→ **YOUR OBJECTIVE**
For the word "dead", search the records and show each line in which it occurs.

====

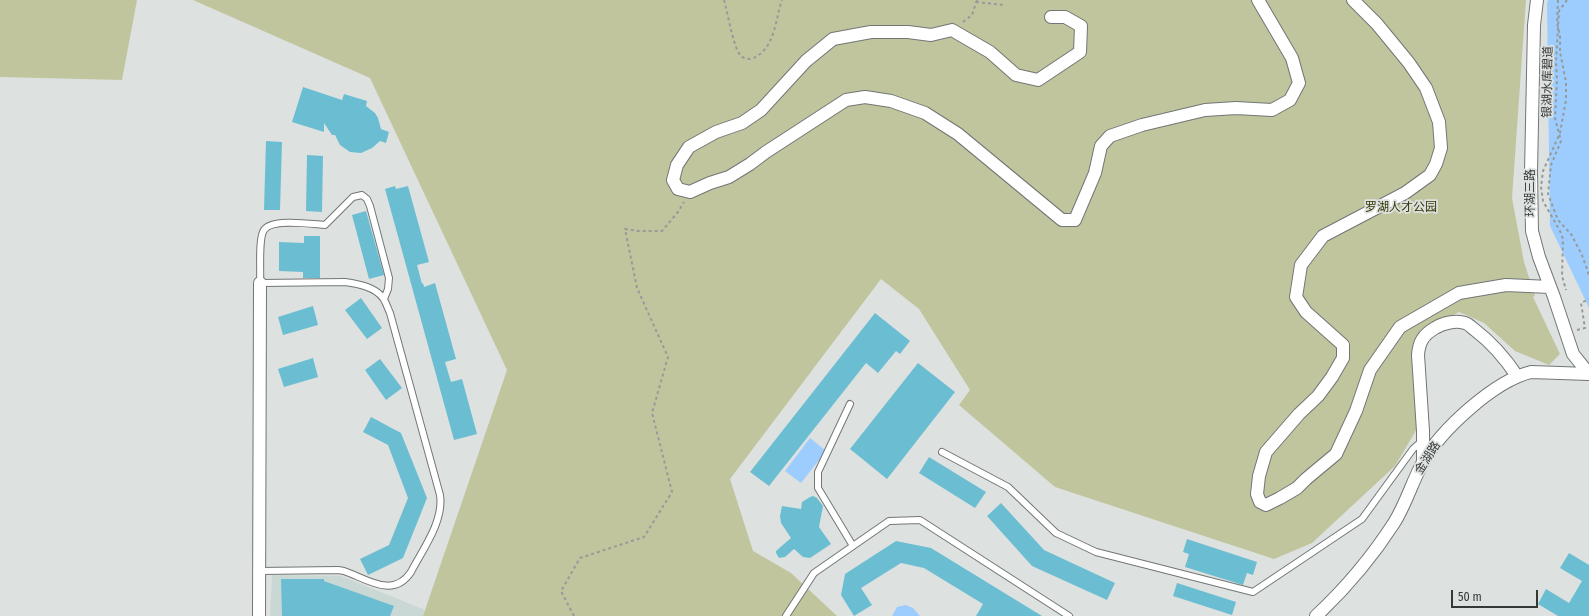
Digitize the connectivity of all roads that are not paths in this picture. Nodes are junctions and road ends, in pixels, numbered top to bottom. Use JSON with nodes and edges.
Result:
{"nodes":[{"id":1,"x":1258,"y":0,"type":"edge"},
{"id":2,"x":1353,"y":0,"type":"edge"},
{"id":3,"x":1537,"y":0,"type":"edge"},
{"id":4,"x":1051,"y":17,"type":"dead end"},
{"id":5,"x":260,"y":283,"type":"junction"},
{"id":6,"x":1550,"y":287,"type":"junction"},
{"id":7,"x":384,"y":299,"type":"junction"},
{"id":8,"x":1589,"y":374,"type":"edge"},
{"id":9,"x":1517,"y":376,"type":"junction"},
{"id":10,"x":850,"y":404,"type":"dead end"},
{"id":11,"x":1423,"y":440,"type":"junction"},
{"id":12,"x":942,"y":452,"type":"dead end"},
{"id":13,"x":1423,"y":463,"type":"junction"},
{"id":14,"x":853,"y":546,"type":"junction"},
{"id":15,"x":259,"y":571,"type":"junction"},
{"id":16,"x":259,"y":616,"type":"edge"},
{"id":17,"x":786,"y":616,"type":"edge"},
{"id":18,"x":1069,"y":616,"type":"edge"},
{"id":19,"x":1316,"y":616,"type":"edge"}],
"edges":[{"from":1,"to":4,"type":"street"},
{"from":2,"to":6,"type":"street"},
{"from":3,"to":6,"type":"street","name":"环湖三路"},
{"from":5,"to":7,"type":"lane"},
{"from":5,"to":7,"type":"lane"},
{"from":5,"to":15,"type":"street"},
{"from":6,"to":8,"type":"street","name":"环湖三路"},
{"from":7,"to":15,"type":"lane"},
{"from":8,"to":9,"type":"street","name":"金湖路"},
{"from":9,"to":11,"type":"street"},
{"from":9,"to":13,"type":"street","name":"金湖路"},
{"from":10,"to":14,"type":"lane"},
{"from":11,"to":12,"type":"lane"},
{"from":11,"to":13,"type":"street"},
{"from":13,"to":19,"type":"street","name":"金湖路"},
{"from":14,"to":17,"type":"lane"},
{"from":14,"to":18,"type":"lane"},
{"from":15,"to":16,"type":"street"}]}
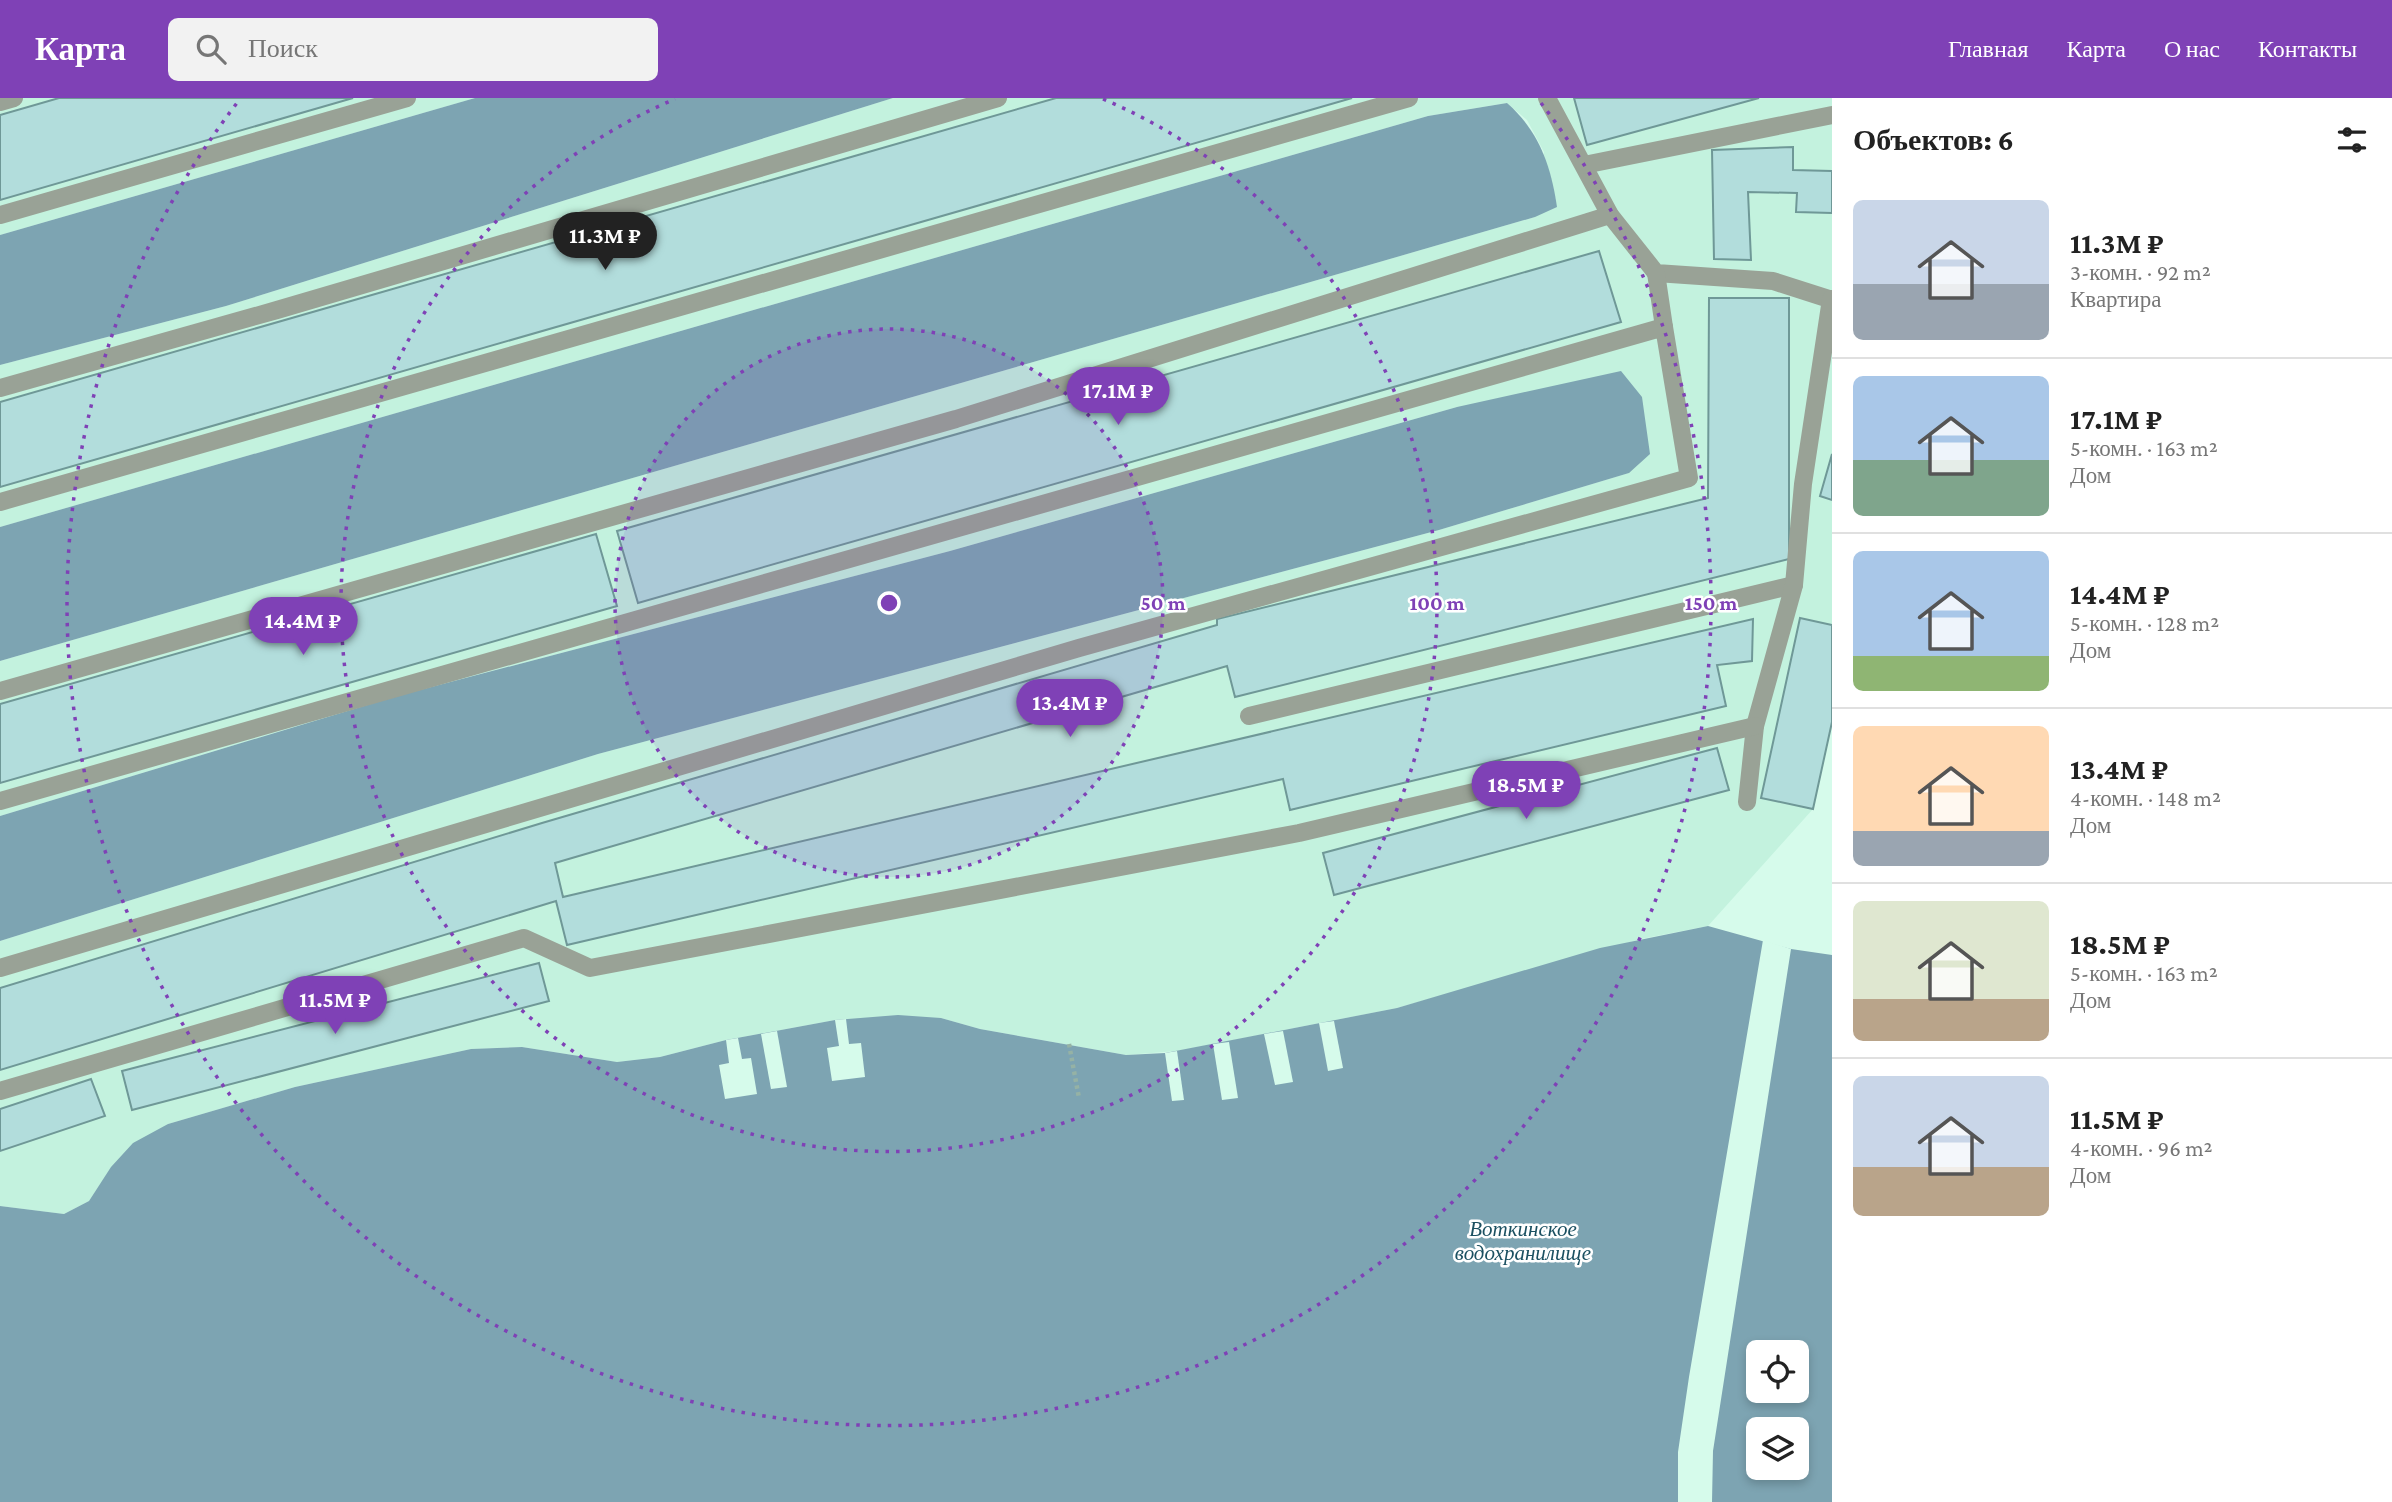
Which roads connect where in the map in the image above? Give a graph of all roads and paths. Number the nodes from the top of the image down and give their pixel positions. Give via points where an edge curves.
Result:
1 (14, 98) edge
2 (407, 98) edge
3 (998, 98) edge
4 (1409, 98) edge
5 (1547, 98) edge
6 (0, 102) edge
7 (1832, 115) edge
8 (1584, 165) junction
9 (0, 215) edge
10 (1610, 215) junction
11 (1656, 273) junction
12 (1831, 300) edge
13 (1664, 327) junction
14 (0, 388) edge
15 (0, 502) edge
16 (1794, 586) junction
17 (0, 691) edge
18 (1249, 716) dead end
19 (1755, 726) junction
20 (0, 801) edge
21 (1746, 802) dead end
22 (0, 968) edge
23 (1069, 1044) dead end
24 (0, 1091) edge
25 (1079, 1098) dead end

1 - 6 lane
2 - 9 lane
3 - 14 lane
4 - 15 lane
5 - 8 lane
7 - 8 lane
8 - 10 lane
10 - 11 lane
10 - 17 lane via 956,419
11 - 12 lane via 1773,281
11 - 13 lane
12 - 16 lane via 1803,484
13 - 20 lane
13 - 22 lane via 1689,478 1079,648
16 - 18 lane
16 - 19 lane
19 - 21 lane
19 - 24 lane via 1299,833 590,968 524,938
23 - 25 path

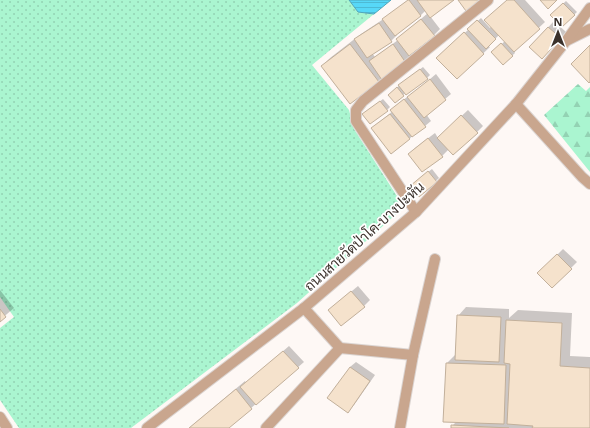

====

→ **ANSWER FOR THIS EXERCISE**
{"id":4,"x":1051,"y":17,"type":"dead end"},
{"id":10,"x":850,"y":404,"type":"dead end"},
{"id":12,"x":942,"y":452,"type":"dead end"},
18 (1249, 716) dead end
21 (1746, 802) dead end
23 (1069, 1044) dead end
25 (1079, 1098) dead end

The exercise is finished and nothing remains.